Google Knowledge Graph Bias Uncovered
Google’s quest to give users deeper insights when users ask about things (Entities) is flawed from the outset. Understanding how other systems infer topicality provides insight into understanding how knowledge graph bias is inherent in the system due to human influence. This post sets out to expose the flaw. Having understood the flaw, we can also see how Entity search itself is even more game-able than traditional PageRank based machine learning model. “Entity SEO” is born and will inevitably take over from keyword seo.
Google’s Knowledge Graph and what it means for Search Marketing
We mostly see Google’s knowledge graph represented in the SERPs as a block of information about a topic, derived from differing data sources. For example, the one shown below.
It is a collection of structured and semi structured data which takes Google’s understanding of the Internet from a URL (or more accurately URI) based knowledge system, to an Entity based system.
Types of Bias in Knowledge Graphs.
Scholars at the STKO lab at the University of California wrote a recent vision paper highlighting the need to carry out further research into methods to de-bias knowledge graphs (Citation: Janowicz et al, from the University of California). In the paper they identify several types of bias inherent in the systems:
1: Data Bias
The data itself is biased at the point of generation. We’ll discuss this in much more detail below.
2: Schema Bias
Those ablest to create Schema mark-up do not represent a balanced view of society, opinion or the world of things.
3: Inferential Bias
Given that the underlying data forms the training set for machine learning, there is a very real danger that machines will accentuate the bias, by inferring that all Presidents must be male or other erroneous extrapolations.
This post builds on highlighting the prime cause of the Data Bias described in that paper, as it pertains to Google’s Knowledge Graph.
Cost savings in Entity Search comes at a price.
In the description of “Knowledge Graph” being a migration from an index of URLs to entities sounds small, but ultimately has the potential to save Google billions and helps them scale search beyond what they have already achieved. This is because the knowledge graph needs a very tiny fraction of storage space and processing power to organize data into information and retrieve that information efficiently. It is worth noting at this point how significant the difference is. There are (according to Majestic) 8.5 trillion URLs (Citation: Majestic.com homepage) on the Internet worth noting. By contrast, the number of “things” worth talking about are 2.5 million according to a knowledge graph I have had the pleasure of working with recently. Whilst this is more than twice the size reported by Bing in 2014 and also (I believe) larger than other known graphs it is tiny compared to an index based on URLs.

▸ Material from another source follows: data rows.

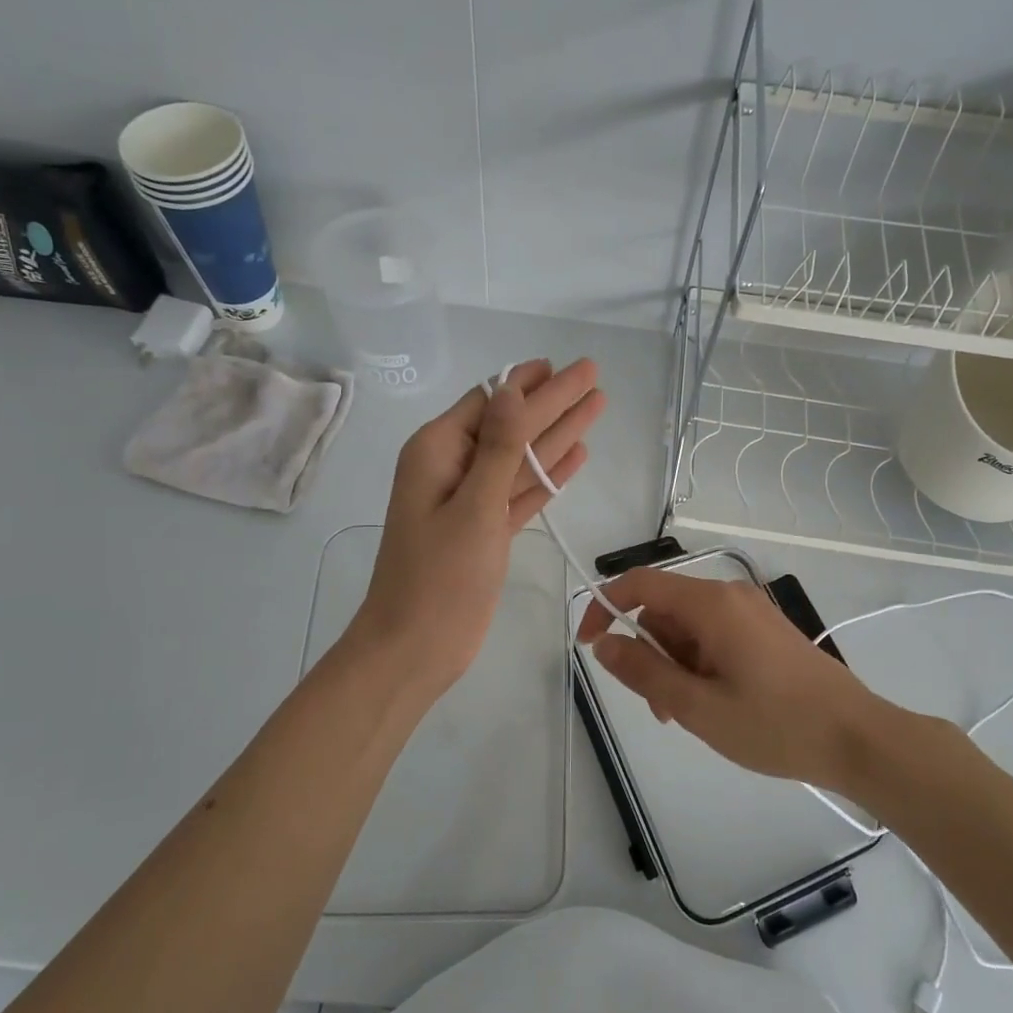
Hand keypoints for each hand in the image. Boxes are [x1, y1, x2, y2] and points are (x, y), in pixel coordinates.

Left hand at [352, 358, 604, 699]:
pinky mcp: (486, 530)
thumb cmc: (439, 577)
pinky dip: (548, 476)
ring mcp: (470, 501)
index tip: (566, 364)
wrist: (416, 647)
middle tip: (593, 376)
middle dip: (554, 402)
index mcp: (438, 451)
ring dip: (558, 435)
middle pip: (513, 425)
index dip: (531, 382)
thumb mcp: (473, 506)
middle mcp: (453, 468)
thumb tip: (512, 388)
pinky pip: (522, 491)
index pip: (492, 401)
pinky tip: (576, 457)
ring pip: (522, 457)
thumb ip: (499, 447)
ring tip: (596, 407)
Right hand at [575, 567, 886, 791]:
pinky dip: (701, 665)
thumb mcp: (697, 706)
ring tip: (689, 715)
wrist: (858, 738)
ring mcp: (752, 612)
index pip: (640, 584)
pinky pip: (715, 637)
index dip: (604, 607)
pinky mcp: (766, 632)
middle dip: (649, 653)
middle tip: (658, 707)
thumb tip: (603, 643)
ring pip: (689, 628)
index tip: (589, 645)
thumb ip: (644, 671)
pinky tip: (714, 704)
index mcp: (711, 604)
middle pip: (665, 610)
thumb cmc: (775, 724)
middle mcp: (730, 596)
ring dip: (675, 665)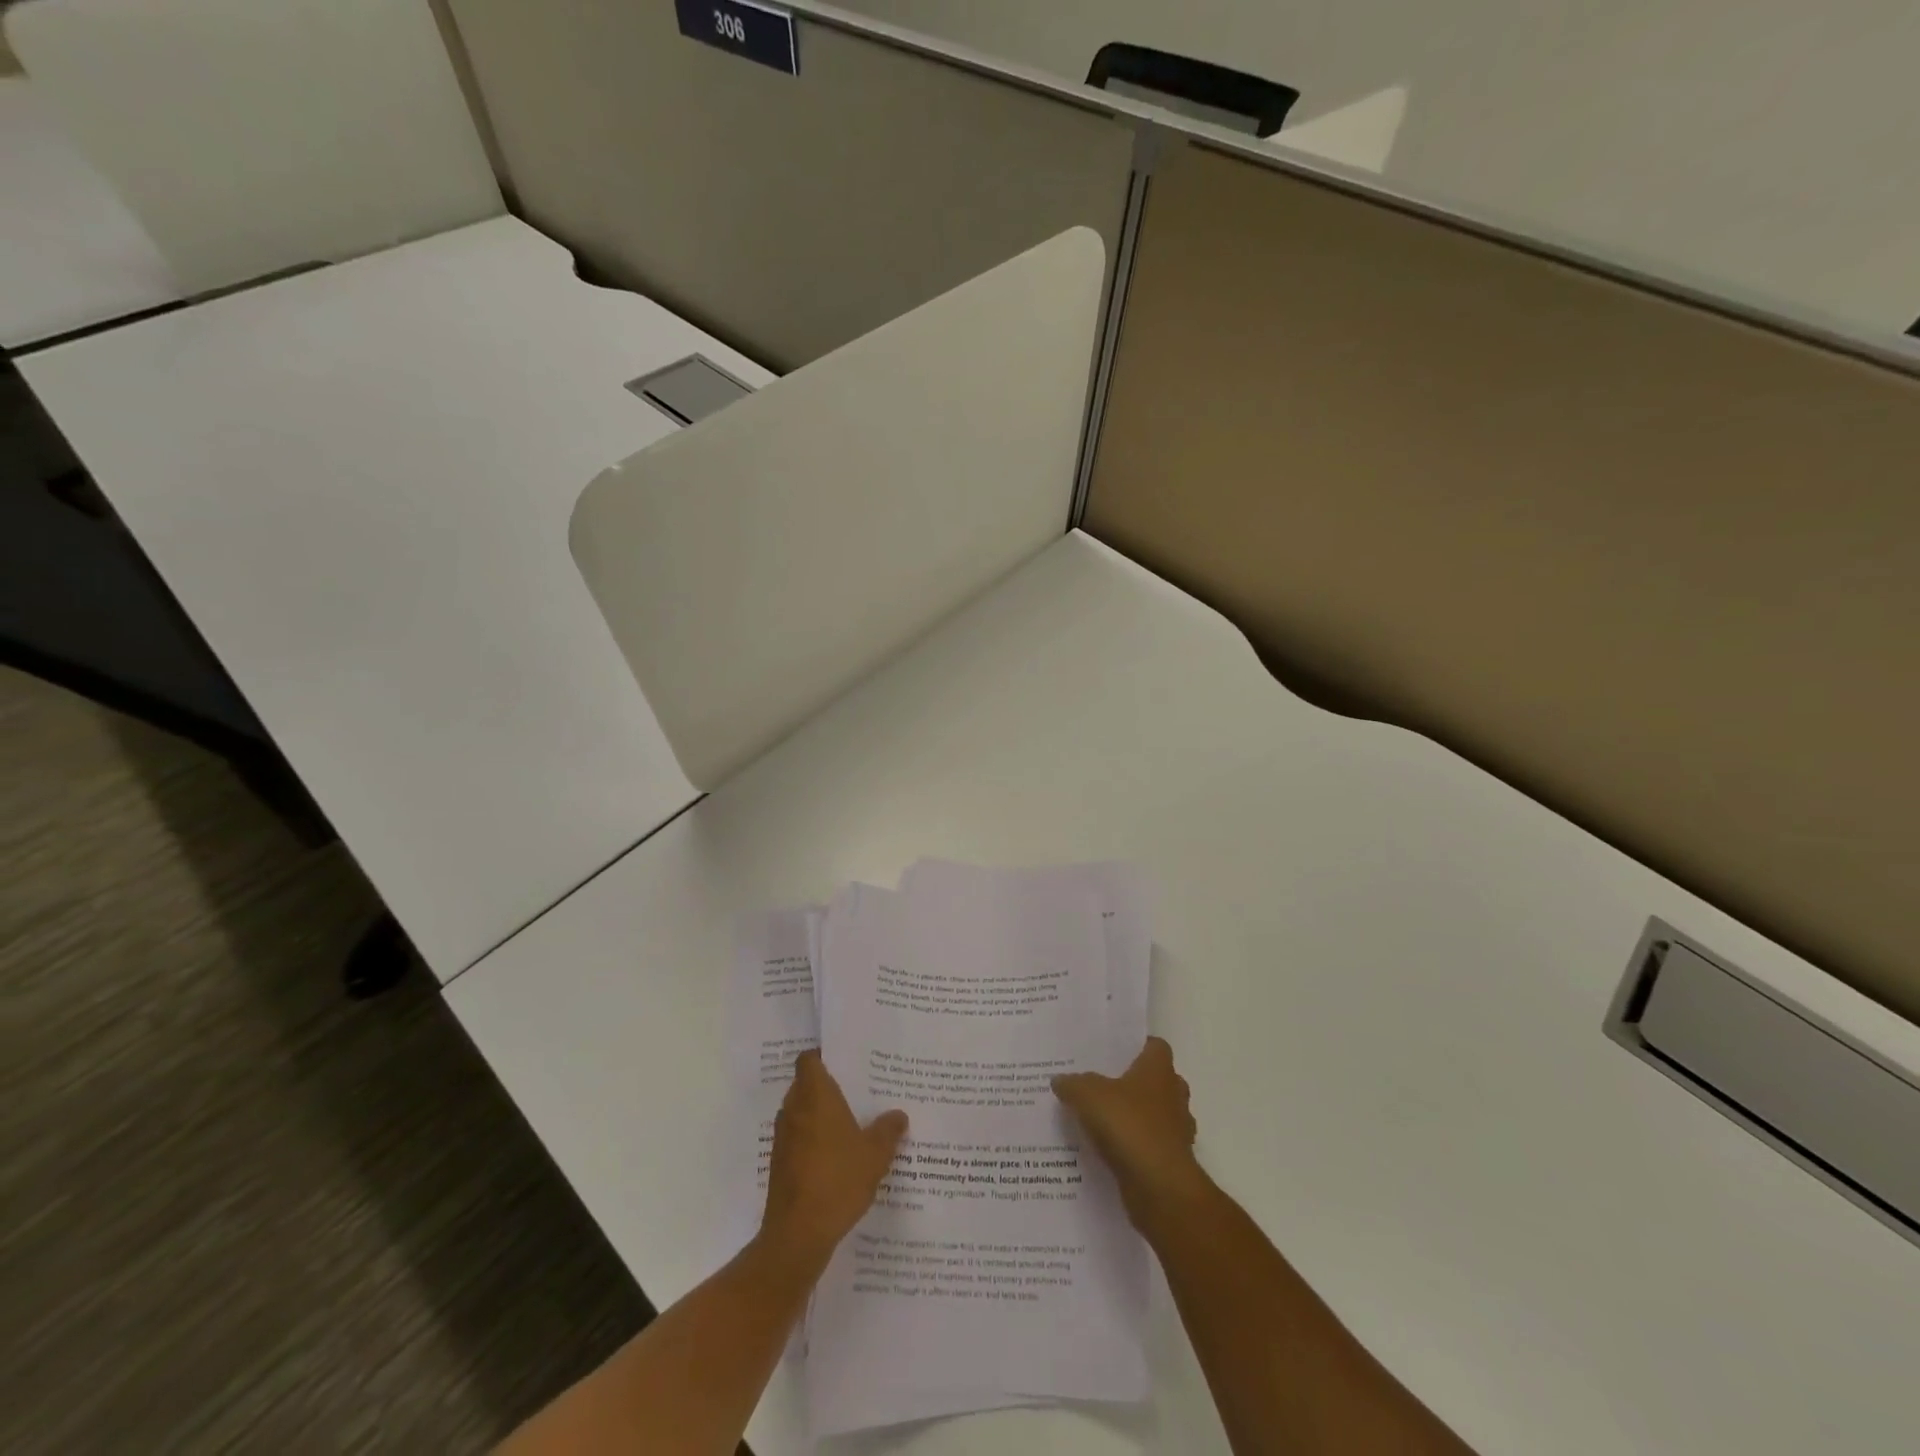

So organizing data by “things” instead of URIs means reducing the length of the records by 2.5M/ 8,500M records… which is 1/3400th the length. That’s one hell of a reduction in overhead! Most content (the argument goes) talks about the same things again and again… so:
Q: Why not store 1,000 points of view when one or two will do?
A: It turns out that there are some good reasons why not! This post will concentrate on two:
1: Where the initial assumptions come from creates a significant human bias.
2: Reducing the number of records dramatically increases error margins.
Human Bias in the underlying Knowledge Graph data
The knowledge graph creates its ontology largely on structured data sources called RDFs (this stands for Resource Description Framework). There are many examples of these on the Internet, such as the IMDB.com but by far the most well-known is Wikipedia… and derived from this: DBpedia. Because Wikipedia is built with such a consistent structure (citation: Balog, “Entity Search” section 2.2.1 p29) it has been able to scale turning a human-based online encyclopaedia into a semi-structured machine-readable information source more than any other RDF on the planet. On top of this, the internal linking within Wikipedia helps to build and clarify the knowledge graph that it is helping Google (and other players, including Inlinks) to build.
Herein lies the problem. Whilst, in theory, anyone is allowed to edit Wikipedia content, few do, compared to the number of people writing content on the Internet as a whole. Even then, Wikipedia has very powerful tools built-in, which makes it very hard for an expert in any given field to affect the Wikipedia content. The content will be reviewed higher and higher up the chain, which means the ultimate control lies in the hands of surprisingly few people. There is an adage in humanity’s quest for power… you hold power if you hold all the cards… (Citation: law 31 from the 48 rules of power). If Google’s knowledge base and AI systems start with taking Wikipedia as a highly trusted source, then they must by definition accept that their trusted source is unduly influenced by human bias.
People that edit Wikipedia pages are NOT normal. They are certainly not representative of society. The majority are not paid to be unbiased, so these users must ultimately have an ulterior motive for editing content. Those that are being paid to be unbiased are therefore experts in ontologies and encyclopaedias… so cannot be experts in the content being curated. They, therefore, rely on the citations from third-party sources instead of critical thought to edit the content. Either way, the bias is obvious and obviously human.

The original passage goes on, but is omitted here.